BEGIN Input material

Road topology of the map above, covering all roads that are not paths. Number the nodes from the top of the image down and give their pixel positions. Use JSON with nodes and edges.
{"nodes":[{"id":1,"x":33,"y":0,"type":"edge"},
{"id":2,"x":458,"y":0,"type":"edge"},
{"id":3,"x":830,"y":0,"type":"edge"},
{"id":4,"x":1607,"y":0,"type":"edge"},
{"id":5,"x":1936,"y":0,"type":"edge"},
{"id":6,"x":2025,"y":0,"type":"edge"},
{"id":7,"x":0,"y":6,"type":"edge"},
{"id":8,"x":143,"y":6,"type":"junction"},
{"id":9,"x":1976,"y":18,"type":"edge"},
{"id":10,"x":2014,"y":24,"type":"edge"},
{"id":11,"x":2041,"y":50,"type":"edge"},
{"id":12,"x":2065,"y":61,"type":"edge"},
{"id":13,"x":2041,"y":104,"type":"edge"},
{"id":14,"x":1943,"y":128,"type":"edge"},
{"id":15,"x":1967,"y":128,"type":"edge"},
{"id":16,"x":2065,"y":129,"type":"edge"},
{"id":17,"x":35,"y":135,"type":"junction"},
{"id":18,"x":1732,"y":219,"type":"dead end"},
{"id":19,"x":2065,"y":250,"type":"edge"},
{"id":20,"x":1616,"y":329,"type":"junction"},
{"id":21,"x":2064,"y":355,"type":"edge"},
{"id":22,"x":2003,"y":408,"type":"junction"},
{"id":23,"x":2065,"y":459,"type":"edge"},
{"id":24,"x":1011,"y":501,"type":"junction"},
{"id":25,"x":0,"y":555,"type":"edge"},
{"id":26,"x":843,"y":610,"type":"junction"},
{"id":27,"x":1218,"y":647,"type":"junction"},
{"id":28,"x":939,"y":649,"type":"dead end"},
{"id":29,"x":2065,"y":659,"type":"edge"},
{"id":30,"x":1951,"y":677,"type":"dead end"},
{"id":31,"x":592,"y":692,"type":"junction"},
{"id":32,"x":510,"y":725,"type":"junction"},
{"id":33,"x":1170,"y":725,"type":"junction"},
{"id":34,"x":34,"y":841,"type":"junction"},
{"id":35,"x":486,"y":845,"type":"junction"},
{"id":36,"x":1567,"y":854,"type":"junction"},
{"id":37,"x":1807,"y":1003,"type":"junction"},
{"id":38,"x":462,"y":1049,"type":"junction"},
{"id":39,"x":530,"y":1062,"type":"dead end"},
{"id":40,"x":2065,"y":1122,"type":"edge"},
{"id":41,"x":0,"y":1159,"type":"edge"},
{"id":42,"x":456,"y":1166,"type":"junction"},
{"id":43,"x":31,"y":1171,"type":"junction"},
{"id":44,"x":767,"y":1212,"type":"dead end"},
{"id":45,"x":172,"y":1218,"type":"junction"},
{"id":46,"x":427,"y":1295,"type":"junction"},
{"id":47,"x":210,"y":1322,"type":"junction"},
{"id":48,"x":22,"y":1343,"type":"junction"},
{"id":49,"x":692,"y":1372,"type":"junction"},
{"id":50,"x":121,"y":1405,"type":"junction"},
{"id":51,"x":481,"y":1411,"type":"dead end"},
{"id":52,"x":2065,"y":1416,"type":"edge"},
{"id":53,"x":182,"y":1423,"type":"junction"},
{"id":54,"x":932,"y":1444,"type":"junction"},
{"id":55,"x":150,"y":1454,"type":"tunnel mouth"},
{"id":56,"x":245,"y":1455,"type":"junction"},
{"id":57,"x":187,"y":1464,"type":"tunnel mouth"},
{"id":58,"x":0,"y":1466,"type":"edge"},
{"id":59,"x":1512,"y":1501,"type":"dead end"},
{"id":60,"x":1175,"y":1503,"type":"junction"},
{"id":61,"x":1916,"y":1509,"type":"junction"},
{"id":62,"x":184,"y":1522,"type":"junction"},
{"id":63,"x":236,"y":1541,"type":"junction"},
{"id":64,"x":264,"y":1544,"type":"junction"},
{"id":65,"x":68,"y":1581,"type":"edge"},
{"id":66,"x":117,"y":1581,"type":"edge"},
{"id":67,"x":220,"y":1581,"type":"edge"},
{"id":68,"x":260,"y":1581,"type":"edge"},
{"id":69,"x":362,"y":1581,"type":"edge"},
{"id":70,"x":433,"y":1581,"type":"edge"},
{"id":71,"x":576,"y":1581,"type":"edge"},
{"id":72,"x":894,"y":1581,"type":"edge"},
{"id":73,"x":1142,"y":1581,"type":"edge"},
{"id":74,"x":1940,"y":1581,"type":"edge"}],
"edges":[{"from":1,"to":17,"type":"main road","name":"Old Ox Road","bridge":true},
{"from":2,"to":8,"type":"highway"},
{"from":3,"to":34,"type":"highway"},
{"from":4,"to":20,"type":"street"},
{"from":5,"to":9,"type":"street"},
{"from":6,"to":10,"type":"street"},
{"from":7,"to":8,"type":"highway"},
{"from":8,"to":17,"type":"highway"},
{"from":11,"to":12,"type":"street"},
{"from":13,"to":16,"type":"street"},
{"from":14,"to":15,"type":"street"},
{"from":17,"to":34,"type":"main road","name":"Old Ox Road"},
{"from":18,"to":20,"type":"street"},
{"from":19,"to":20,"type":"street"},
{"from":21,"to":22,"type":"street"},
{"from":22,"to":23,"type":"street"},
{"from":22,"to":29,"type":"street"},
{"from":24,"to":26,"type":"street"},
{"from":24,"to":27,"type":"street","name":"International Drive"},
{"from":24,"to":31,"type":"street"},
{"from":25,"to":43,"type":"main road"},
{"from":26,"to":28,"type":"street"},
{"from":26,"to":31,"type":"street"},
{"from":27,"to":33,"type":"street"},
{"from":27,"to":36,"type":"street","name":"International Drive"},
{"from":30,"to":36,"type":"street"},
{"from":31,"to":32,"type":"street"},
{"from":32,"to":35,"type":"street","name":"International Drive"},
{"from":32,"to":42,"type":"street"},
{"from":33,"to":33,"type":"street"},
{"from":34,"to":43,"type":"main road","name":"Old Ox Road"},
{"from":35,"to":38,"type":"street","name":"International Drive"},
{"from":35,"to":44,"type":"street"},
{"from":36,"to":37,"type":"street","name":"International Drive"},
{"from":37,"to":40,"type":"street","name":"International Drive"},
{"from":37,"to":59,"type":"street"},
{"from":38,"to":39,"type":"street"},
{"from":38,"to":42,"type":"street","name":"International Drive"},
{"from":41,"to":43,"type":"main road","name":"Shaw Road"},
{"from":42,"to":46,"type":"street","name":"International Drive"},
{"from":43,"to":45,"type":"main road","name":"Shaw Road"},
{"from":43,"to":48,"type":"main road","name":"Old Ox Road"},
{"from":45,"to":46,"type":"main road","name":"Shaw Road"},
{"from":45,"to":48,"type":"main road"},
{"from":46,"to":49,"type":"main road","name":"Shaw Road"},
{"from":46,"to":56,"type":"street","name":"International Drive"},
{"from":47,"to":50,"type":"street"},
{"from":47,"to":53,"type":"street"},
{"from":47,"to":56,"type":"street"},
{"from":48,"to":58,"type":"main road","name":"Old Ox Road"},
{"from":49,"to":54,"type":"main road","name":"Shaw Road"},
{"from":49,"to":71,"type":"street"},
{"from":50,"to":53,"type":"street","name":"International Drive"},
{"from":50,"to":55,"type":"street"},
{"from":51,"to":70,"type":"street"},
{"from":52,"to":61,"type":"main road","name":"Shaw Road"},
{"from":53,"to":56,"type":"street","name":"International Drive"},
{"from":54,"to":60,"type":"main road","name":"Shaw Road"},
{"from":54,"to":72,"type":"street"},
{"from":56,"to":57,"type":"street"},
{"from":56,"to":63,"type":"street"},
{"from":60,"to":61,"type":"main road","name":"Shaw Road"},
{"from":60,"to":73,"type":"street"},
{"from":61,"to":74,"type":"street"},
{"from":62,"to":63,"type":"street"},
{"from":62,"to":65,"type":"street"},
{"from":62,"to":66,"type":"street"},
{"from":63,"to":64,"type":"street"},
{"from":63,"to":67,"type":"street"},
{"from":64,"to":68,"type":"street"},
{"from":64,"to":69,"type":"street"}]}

END Input material

The lines to copy are those in the records above containing the word "tunnel".

(Answer space):
{"id":55,"x":150,"y":1454,"type":"tunnel mouth"},
{"id":57,"x":187,"y":1464,"type":"tunnel mouth"},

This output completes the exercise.